Give again exactly the lines that run from the start of the records to the line holding "height:6px; margin:-3px; padding:0", both ends counted. Do not include the pictures.
*** Record excerpts Section Begins ***
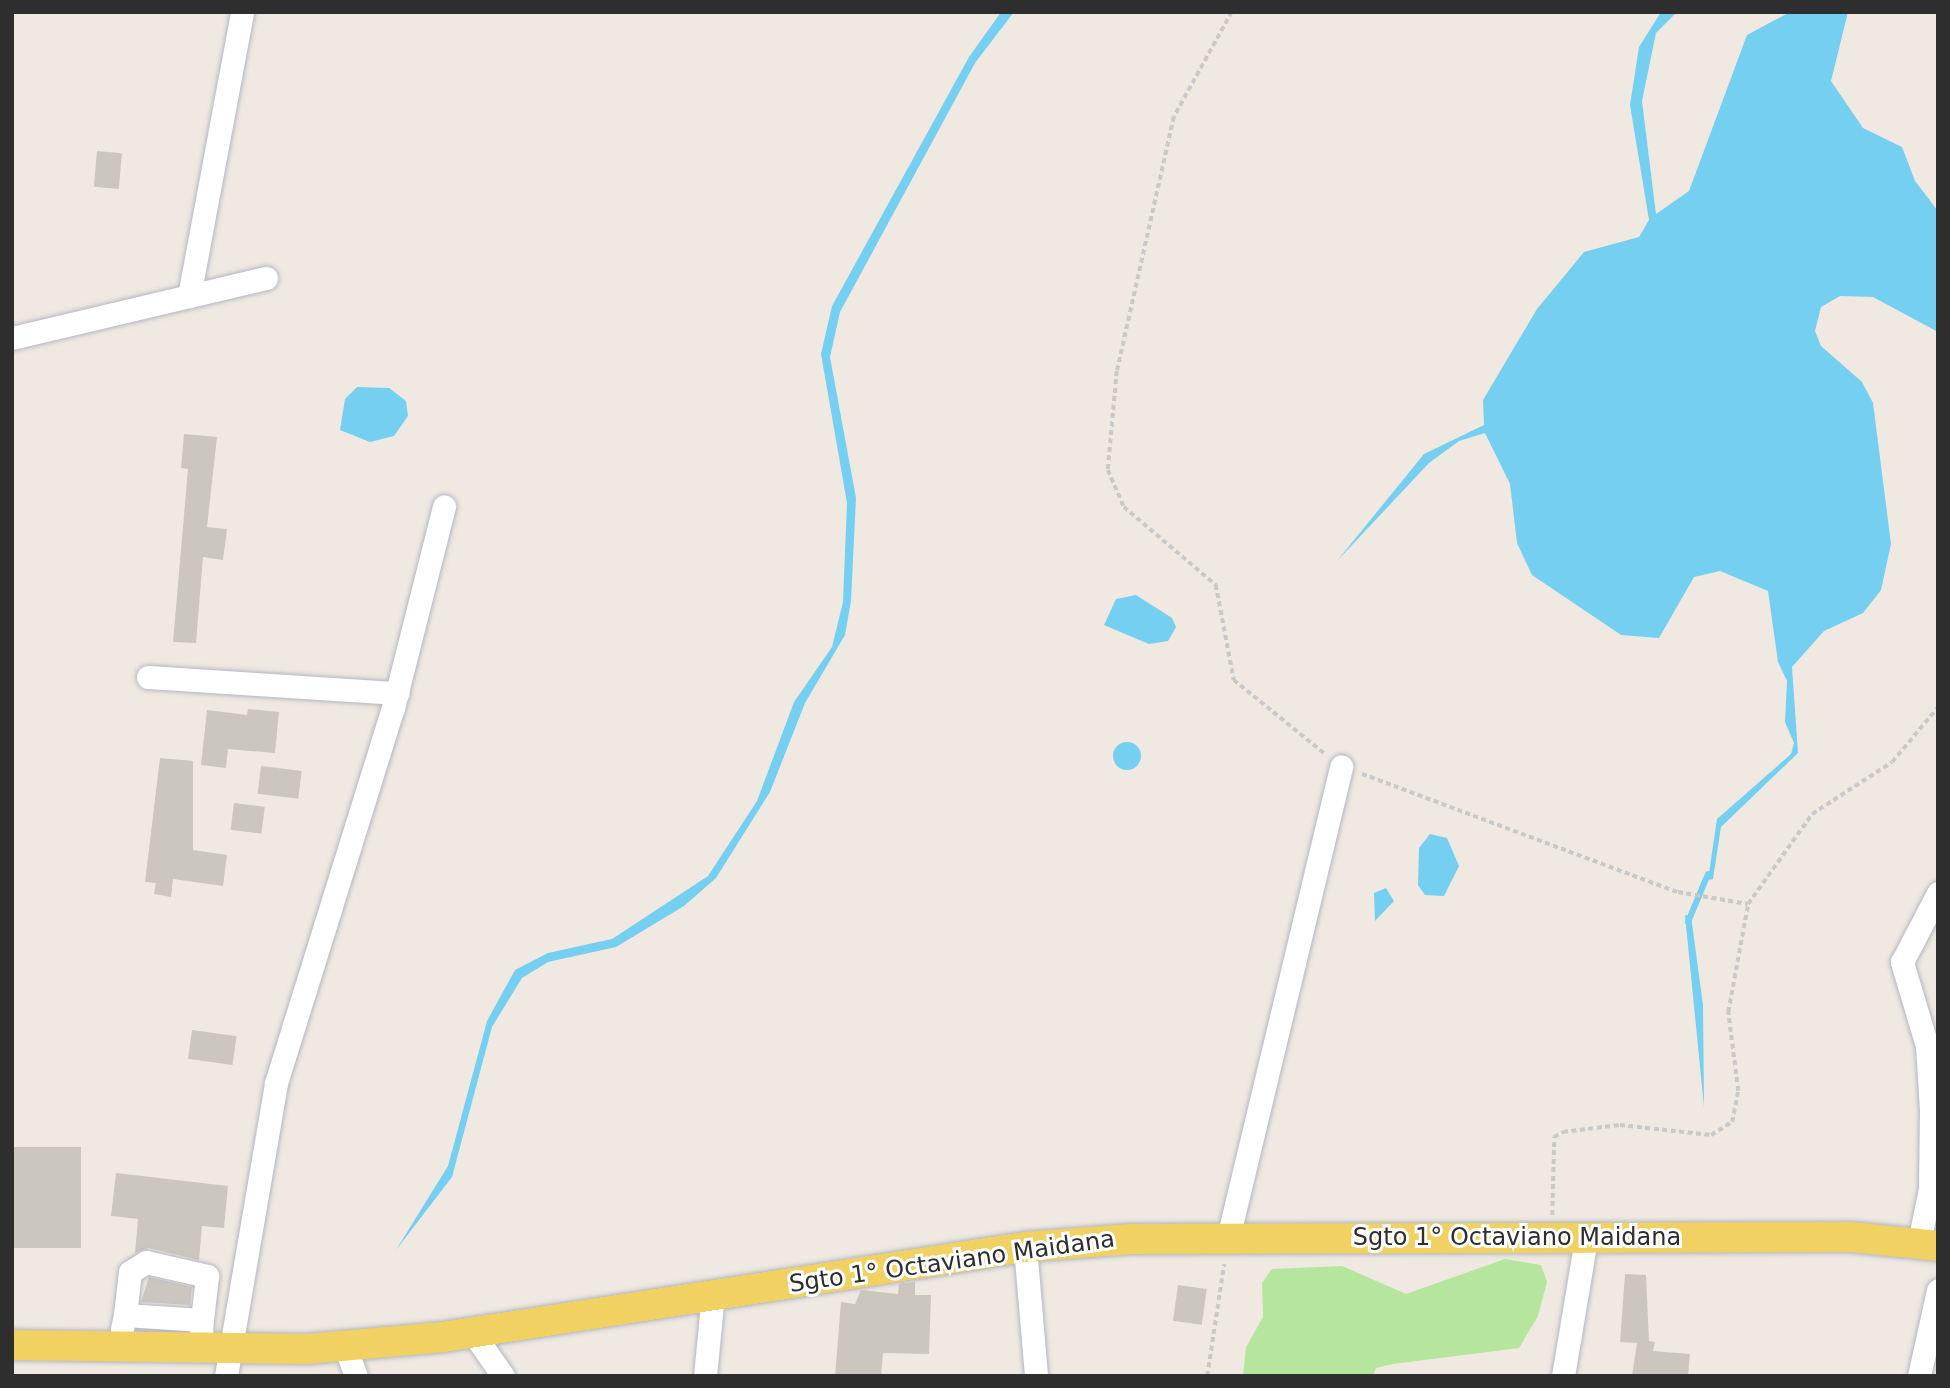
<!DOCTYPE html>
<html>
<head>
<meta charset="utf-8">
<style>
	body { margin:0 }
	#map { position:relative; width:1950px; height:1388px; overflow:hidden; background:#efe9e1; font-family:"DejaVu Sans",sans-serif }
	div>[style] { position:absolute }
	.green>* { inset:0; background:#b6e59e }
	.water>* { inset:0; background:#75cff0 }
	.round { border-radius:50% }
	.stream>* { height:6px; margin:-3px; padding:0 3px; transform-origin:3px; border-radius:3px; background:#75cff0 }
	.building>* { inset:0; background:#cbc7bf; transform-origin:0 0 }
	.path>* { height:3.5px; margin-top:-1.75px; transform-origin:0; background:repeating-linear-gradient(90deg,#c9c9c9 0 5px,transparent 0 8.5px) }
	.roads { filter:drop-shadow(0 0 2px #b4b7c1) drop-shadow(0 0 2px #b4b7c1) }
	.minor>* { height:23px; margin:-11.5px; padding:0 11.5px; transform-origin:11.5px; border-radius:11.5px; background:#fff }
	.major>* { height:30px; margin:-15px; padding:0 15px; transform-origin:15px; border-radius:15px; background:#f2d163 }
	span { translate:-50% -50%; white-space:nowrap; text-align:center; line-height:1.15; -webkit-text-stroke:6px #fff; paint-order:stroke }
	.street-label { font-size:24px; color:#2e2e2e }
	.frame { position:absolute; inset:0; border:14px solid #2e2e2e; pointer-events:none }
</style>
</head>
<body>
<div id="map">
	<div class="green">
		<div style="clip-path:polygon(1505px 1259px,1541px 1265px,1547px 1282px,1538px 1316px,1519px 1348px,1393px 1364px,1376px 1368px,1373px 1376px,1243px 1376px,1246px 1347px,1263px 1317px,1262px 1283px,1272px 1269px,1342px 1266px,1406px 1294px)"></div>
	</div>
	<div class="water">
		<div style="clip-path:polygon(1001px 12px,1014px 12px,975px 63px,840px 312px,830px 357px,856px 498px,851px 601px,845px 635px,805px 703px,770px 792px,716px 878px,684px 906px,616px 947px,548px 962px,522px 978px,492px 1027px,452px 1177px,396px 1250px,448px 1166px,487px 1021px,515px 970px,548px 953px,612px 939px,708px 876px,757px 801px,794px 702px,832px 647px,843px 602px,847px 503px,821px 354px,832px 306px,969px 57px)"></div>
		<div style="clip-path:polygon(1661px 12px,1677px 12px,1656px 33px,1642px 101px,1656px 214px,1689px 191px,1747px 35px,1790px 12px,1848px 12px,1831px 81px,1863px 128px,1902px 147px,1915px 181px,1938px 211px,1938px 332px,1873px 297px,1840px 296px,1821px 307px,1815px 331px,1821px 346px,1862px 382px,1873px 403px,1891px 544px,1881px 590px,1863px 613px,1824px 631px,1792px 667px,1798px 753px,1721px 827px,1713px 879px,1708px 880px,1717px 819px,1791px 754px,1794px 743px,1785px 722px,1787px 681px,1778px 662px,1768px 591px,1720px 571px,1694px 577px,1659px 638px,1621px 635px,1532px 575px,1517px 543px,1510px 484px,1485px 433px,1459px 441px,1429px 463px,1337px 561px,1424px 454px,1484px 425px,1483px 400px,1537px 309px,1584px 252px,1639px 237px,1649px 220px,1630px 105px,1639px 47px)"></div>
		<div style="clip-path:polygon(357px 387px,389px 388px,406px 401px,408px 416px,394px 436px,370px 442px,340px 430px,345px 399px)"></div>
		<div style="clip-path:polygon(1136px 595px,1172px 618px,1176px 627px,1168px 641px,1149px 644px,1104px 625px,1116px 599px)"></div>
		<div class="round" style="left:1113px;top:742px;width:28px;height:28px"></div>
		<div style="clip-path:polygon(1430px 834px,1447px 838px,1459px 866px,1444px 896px,1425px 895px,1418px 885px,1419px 848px)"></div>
		<div style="clip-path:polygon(1386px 888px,1394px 901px,1375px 921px,1374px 893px)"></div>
		<div style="clip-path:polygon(1685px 915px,1691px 916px,1703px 1005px,1704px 1107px)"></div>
	</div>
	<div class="stream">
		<div style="left:1688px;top:922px;width:52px;rotate:-67.4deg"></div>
	</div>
	<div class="building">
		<div style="left:97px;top:151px;width:25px;height:36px;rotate:5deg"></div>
		<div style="clip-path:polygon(184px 434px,217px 437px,207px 527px,227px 529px,223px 560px,203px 557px,196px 643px,173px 642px,188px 469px,181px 468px)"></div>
		<div style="clip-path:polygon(248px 709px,279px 712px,275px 753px,228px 749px,226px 768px,201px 765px,207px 710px,247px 715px)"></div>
		<div style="clip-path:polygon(160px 758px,193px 761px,193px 850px,227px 855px,223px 886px,173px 879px,171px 897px,154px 894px,156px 883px,145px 882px)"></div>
		<div style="left:261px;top:766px;width:41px;height:28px;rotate:7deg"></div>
		<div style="left:234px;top:803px;width:31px;height:27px;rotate:7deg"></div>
		<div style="left:192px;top:1030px;width:45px;height:29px;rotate:8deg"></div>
		<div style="left:12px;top:1147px;width:69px;height:101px"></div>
		<div style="clip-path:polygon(116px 1173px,228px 1186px,224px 1228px,202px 1226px,199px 1260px,149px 1248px,135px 1253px,138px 1219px,111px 1216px)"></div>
		<div style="clip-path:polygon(1625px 1274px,1646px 1275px,1649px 1341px,1655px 1342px,1653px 1351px,1690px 1354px,1688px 1376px,1632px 1376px,1637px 1343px,1620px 1342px)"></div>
		<div style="clip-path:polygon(149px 1277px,192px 1287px,190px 1305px,141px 1302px)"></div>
		<div style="clip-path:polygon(915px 1282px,915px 1295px,931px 1295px,929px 1354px,883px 1353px,881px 1376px,835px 1376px,841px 1302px,855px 1304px,861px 1290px,898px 1294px,899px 1284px)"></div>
		<div style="left:1178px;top:1285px;width:29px;height:36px;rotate:8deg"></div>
	</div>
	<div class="path">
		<div style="left:1232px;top:12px;width:120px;rotate:118.9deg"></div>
		<div style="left:1174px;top:117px;width:260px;rotate:102.6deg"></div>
		<div style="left:1117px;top:371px;width:99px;rotate:95.2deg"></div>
		<div style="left:1108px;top:470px;width:40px;rotate:66.6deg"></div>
		<div style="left:1124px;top:507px;width:121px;rotate:40.3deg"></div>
		<div style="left:1216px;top:585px;width:97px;rotate:79.3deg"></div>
		<div style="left:1234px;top:680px;width:117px;rotate:39.1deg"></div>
		<div style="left:1362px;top:774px;width:337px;rotate:20.5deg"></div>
		<div style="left:1678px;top:892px;width:71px;rotate:9.7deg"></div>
		<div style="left:1748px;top:904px;width:110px;rotate:-54.6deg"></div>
		<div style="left:1812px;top:814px;width:95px;rotate:-33deg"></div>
		<div style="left:1892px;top:762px;width:72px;rotate:-50.1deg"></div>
		<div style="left:1552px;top:1215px;width:78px;rotate:-88.5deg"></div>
		<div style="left:1554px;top:1137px;width:10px;rotate:-29deg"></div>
		<div style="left:1563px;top:1132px;width:57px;rotate:-7deg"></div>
		<div style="left:1620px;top:1125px;width:92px;rotate:6.3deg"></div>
		<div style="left:1711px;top:1135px;width:25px;rotate:-32deg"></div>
		<div style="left:1732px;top:1122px;width:32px;rotate:-79deg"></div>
		<div style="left:1738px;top:1091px;width:80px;rotate:-97.2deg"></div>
		<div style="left:1728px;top:1012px;width:110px;rotate:-79.5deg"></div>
		<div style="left:1207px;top:1376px;width:113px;rotate:-81.4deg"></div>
	</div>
	<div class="roads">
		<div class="minor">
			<div style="left:189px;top:296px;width:289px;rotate:-79.4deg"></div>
			<div style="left:12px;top:338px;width:261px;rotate:-13.3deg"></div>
			<div style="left:148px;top:677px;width:250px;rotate:3.7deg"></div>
			<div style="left:1228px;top:1238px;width:485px;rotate:-76.5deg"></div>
			<div style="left:1919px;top:1242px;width:54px;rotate:-78.3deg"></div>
			<div style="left:1930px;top:1189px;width:79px;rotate:-89.3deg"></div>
			<div style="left:1931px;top:1110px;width:64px;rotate:-93.6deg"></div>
			<div style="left:1927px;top:1046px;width:88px;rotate:-106.6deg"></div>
			<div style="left:1902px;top:962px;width:78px;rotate:-62.4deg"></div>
			<div style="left:1025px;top:1247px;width:129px;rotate:85.1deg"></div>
			<div style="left:125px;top:1315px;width:43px;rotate:-83.4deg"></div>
			<div style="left:130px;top:1272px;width:19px;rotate:-32deg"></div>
			<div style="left:146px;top:1262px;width:63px;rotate:12.9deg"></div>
			<div style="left:207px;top:1276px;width:44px;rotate:96.5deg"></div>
			<div style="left:122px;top:1329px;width:14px;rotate:-78deg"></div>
			<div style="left:125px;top:1315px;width:77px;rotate:3.7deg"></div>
			<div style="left:202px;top:1320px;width:13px;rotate:94deg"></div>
			<div style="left:473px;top:1333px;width:52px;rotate:55.1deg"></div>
			<div style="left:345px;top:1346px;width:32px;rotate:70deg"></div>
			<div style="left:226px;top:1376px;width:297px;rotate:-80.3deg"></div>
			<div style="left:276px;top:1083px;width:393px;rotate:-72.7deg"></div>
			<div style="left:393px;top:708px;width:208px;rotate:-75.8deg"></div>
			<div style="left:705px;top:1376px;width:81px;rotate:-84.4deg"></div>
			<div style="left:1563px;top:1376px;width:140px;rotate:-80.5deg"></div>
			<div style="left:1919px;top:1376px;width:88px;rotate:-77.5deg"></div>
		</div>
		<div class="major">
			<div style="left:12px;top:1345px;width:295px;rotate:0.8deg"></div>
			<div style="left:307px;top:1349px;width:137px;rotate:-5deg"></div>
			<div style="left:443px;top:1337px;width:589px;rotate:-8.79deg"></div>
			<div style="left:1025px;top:1247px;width:106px;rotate:-4.3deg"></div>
			<div style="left:1131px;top:1239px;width:720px;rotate:-0.16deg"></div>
			<div style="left:1851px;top:1237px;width:87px;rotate:5.9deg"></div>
		</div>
	</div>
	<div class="street-label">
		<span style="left:1517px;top:1238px">Sgto 1° Octaviano Maidana</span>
		<span style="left:952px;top:1262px;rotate:-8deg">Sgto 1° Octaviano Maidana</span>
	</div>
	<div class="frame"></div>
</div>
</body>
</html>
*** Record excerpts Section Ends ***
Written answer:
<!DOCTYPE html>
<html>
<head>
<meta charset="utf-8">
<style>
	body { margin:0 }
	#map { position:relative; width:1950px; height:1388px; overflow:hidden; background:#efe9e1; font-family:"DejaVu Sans",sans-serif }
	div>[style] { position:absolute }
	.green>* { inset:0; background:#b6e59e }
	.water>* { inset:0; background:#75cff0 }
	.round { border-radius:50% }
	.stream>* { height:6px; margin:-3px; padding:0 3px; transform-origin:3px; border-radius:3px; background:#75cff0 }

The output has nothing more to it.